Instead of waiting for the downturn to end before trying to secure finance, you can steal a march on the competition by acting now.

The construction industry is facing its most challenging period in many years, and companies and individuals in the building supply chain will need to be increasingly astute if they are to weather the difficult times ahead. Although lending levels have reduced, it is still possible to obtain new lending facilities or refinancing on good terms. For construction businesses, it’s a question of finding lenders who understand their sector and are committed to supporting companies through the bad patch.

With UK banks feeling the credit squeeze, allocating capital to satisfy demand has become more difficult, so lending costs are at levels not seen for the past 10 years. And with continuing instability in the global economy, those who have put their plans on hold until pricing and fees come down to more favourable levels before looking to refinance or to take on more debt could be waiting for longer than they thought.

As such, waiting for things to improve could be much more dangerous than acting in the immediate future. Banks continue to support relationship-based transactions in which the pricing and structure meet their increased internal return requirements. However, some banks prefer to focus on their existing customers and are effectively closed for new business.

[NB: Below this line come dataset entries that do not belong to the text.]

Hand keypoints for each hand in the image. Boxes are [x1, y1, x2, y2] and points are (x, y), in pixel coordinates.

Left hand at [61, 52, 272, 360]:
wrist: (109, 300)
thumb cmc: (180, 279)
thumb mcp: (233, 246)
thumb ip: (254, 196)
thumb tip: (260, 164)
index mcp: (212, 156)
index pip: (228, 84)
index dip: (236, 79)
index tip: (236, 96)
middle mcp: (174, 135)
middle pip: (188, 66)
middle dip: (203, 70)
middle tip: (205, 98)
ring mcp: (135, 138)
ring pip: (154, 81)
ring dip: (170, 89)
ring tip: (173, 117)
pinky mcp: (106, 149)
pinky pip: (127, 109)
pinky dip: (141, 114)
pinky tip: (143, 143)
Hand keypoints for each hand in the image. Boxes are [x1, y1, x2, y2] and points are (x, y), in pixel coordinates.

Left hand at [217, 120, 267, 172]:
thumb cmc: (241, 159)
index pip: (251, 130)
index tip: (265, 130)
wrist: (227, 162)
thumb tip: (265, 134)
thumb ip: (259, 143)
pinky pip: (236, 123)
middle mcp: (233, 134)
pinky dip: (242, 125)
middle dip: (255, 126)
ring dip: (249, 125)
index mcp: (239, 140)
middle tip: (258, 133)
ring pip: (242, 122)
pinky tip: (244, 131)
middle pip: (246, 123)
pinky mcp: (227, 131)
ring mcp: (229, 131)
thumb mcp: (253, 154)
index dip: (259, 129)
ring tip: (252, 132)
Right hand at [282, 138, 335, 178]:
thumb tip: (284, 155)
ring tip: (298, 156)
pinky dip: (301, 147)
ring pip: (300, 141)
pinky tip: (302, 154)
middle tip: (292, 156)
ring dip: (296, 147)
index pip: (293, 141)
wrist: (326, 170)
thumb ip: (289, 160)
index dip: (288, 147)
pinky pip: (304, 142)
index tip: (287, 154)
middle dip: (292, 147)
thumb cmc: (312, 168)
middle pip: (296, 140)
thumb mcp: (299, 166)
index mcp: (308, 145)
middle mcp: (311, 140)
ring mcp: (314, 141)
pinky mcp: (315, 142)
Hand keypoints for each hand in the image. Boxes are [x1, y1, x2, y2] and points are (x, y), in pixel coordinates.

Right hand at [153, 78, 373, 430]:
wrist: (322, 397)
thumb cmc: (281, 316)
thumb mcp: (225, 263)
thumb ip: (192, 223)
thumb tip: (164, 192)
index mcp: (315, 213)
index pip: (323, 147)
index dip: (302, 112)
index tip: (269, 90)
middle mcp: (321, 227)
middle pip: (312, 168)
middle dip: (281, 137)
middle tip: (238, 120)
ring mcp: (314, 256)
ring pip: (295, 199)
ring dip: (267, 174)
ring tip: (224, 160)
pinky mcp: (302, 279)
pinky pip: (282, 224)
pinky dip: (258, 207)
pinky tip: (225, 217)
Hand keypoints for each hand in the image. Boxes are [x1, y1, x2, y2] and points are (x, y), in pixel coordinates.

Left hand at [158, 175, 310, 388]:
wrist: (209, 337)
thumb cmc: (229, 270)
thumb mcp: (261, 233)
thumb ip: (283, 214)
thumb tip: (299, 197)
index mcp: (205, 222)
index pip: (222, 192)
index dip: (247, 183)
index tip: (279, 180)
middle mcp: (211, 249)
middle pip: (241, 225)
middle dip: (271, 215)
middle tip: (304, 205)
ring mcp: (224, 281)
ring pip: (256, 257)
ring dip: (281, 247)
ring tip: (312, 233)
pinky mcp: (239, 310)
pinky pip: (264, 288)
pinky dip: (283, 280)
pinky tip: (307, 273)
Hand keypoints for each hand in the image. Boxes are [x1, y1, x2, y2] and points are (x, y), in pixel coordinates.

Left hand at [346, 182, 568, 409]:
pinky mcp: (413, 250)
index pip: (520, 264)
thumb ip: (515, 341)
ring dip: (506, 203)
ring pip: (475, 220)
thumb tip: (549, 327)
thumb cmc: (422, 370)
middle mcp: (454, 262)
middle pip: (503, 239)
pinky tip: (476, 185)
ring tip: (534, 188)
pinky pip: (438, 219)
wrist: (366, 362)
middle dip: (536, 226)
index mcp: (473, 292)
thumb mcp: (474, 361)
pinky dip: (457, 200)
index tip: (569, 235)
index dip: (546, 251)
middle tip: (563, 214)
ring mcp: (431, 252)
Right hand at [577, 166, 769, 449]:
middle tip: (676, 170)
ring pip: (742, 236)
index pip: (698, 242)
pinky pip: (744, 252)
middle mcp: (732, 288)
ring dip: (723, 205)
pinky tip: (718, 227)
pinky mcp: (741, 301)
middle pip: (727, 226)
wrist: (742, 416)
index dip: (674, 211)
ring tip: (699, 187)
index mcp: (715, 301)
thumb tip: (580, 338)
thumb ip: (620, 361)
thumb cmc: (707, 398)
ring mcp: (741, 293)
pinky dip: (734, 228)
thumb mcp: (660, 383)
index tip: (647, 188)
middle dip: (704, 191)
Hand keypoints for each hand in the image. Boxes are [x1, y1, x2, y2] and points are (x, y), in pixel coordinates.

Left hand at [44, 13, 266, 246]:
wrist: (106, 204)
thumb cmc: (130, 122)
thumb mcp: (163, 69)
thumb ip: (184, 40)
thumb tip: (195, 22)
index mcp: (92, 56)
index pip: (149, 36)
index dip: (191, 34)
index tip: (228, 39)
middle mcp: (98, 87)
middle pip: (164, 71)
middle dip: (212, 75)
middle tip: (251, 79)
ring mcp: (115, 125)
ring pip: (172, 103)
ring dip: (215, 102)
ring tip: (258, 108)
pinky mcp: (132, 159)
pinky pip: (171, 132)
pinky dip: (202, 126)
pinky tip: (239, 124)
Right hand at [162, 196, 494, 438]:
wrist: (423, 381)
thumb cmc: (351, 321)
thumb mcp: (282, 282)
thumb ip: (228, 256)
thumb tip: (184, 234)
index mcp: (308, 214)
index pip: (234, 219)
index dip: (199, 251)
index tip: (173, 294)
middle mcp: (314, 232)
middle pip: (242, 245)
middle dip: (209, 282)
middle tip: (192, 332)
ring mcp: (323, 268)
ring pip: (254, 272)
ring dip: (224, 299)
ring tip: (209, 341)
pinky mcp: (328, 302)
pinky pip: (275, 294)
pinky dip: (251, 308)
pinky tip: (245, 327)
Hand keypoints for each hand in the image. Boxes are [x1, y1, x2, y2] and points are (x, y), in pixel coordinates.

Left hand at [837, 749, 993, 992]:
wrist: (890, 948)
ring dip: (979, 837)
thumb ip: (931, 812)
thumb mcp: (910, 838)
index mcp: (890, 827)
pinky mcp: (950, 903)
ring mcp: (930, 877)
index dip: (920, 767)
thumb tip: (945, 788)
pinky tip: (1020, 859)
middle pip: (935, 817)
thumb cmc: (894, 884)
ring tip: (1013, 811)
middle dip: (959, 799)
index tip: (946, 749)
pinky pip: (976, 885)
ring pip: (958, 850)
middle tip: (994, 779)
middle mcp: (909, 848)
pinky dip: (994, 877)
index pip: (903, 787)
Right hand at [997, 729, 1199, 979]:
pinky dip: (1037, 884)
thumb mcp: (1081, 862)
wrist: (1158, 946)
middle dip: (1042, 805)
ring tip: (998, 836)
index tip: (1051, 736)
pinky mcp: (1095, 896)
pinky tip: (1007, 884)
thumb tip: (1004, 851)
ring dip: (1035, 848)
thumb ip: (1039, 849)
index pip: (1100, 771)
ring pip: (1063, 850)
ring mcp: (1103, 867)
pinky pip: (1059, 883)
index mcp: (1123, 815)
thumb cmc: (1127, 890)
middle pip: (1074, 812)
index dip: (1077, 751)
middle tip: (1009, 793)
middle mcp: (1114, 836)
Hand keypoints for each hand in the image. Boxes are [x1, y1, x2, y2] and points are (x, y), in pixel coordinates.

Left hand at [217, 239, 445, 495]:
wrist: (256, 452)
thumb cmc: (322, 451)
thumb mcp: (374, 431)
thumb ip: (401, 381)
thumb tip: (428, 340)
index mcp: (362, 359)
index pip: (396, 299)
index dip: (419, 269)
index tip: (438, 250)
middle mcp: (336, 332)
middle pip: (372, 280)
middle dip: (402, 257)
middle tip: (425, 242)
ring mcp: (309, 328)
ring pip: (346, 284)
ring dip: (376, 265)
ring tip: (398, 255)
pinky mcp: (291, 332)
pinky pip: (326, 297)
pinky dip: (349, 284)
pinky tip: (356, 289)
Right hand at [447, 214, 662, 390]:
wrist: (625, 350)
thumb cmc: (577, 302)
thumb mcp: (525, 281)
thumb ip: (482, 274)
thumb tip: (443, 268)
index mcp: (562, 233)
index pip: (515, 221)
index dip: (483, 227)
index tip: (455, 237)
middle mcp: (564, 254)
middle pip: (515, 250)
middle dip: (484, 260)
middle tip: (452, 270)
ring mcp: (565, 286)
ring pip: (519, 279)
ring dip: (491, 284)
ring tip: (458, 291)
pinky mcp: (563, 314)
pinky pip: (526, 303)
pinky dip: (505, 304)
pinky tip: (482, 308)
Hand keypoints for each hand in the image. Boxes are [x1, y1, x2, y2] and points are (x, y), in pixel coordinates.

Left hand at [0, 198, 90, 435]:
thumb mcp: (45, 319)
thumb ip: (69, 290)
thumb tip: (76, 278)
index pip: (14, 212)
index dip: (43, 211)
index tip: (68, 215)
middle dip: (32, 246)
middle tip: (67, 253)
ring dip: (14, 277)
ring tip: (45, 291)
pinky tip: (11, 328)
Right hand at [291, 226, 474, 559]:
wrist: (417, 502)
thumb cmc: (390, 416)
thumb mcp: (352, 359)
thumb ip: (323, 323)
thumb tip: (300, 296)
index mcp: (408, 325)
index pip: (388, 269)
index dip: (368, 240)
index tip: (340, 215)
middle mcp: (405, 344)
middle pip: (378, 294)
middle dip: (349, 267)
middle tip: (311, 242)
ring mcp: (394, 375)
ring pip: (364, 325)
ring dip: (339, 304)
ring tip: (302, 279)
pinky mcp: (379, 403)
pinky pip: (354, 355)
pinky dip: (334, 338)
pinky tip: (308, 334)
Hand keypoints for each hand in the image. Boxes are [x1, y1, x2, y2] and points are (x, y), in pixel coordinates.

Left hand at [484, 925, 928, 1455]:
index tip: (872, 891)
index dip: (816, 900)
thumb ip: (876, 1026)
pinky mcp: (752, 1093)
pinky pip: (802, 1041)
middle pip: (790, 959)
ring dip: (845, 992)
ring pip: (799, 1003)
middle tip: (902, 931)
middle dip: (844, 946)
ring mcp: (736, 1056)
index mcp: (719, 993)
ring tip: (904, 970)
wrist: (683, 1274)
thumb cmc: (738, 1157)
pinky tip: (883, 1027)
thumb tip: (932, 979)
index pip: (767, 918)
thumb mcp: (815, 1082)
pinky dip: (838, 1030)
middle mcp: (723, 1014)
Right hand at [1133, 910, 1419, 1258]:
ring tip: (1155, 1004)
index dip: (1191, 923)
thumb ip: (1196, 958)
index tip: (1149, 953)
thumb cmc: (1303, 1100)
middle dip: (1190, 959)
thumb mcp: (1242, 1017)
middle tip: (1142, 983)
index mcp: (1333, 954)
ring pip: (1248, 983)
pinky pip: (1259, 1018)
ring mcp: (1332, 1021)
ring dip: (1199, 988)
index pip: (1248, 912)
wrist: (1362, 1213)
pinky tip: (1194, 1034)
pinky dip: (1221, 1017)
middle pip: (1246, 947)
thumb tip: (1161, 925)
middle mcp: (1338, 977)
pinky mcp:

Of course, companies can do much to make their propositions more attractive. Here are some practical measures to increase your chances of securing funding:

• Use balance sheet assets to make funding more efficient With lenders more cautious about financing businesses, and liquidity scarcer than ever, companies that use assets (plant, machinery, inventory, receivables and so on) to provide security for lending will benefit from more access to credit, as banks feel their risk is reduced. Look for specialists in asset-based lending – especially those with several solutions tailored for the construction sector.

those waiting for pricing and fees to come down before looking to take on more debt could be waiting longer than they initially thought

• Focus on risk management: a key activity in uncertain times Just as the banks are increasingly focused on managing their risk, companies are facing an increasing challenge in managing their own, both from an operating and from a financial perspective. One area of increasing concern in the construction sector is the quality of the supply chain. Certain banks have supply chain finance solutions that can help a company to offer its suppliers access to cash at the earliest possible opportunity, thereby improving their cash flow and mitigating the risk of a key supplier running into difficulties.

• Create greater liquidity for your business In times of constrained liquidity – in the construction sector in particular – the adage that cash is king is as true as ever.

Companies that focus on improving their cash flow by extending supplier creditor days and reducing debtor days, improving their stock turn and limiting capital expenditure to essential items will benefit from increased liquidity. Strict implementation of these financial fundamentals, together with the use of assets to secure additional finance or the use of leasing structures to soften the cash impact of capital expenditure, will allow for additional financial flexibility.

• Leverage current conditions to benefit your business’ future The correction in the UK housing market is already having an impact on the broader construction industry, but this does present an opportunity for businesses to develop and expand at a time when struggling companies may be forced to sell assets, reduce market share or merge with competitors. Companies that have the financial flexibility through an awareness of how to use their balance sheet to secure additional funding will be best positioned to make the most of the current situation before the economy returns to steady growth.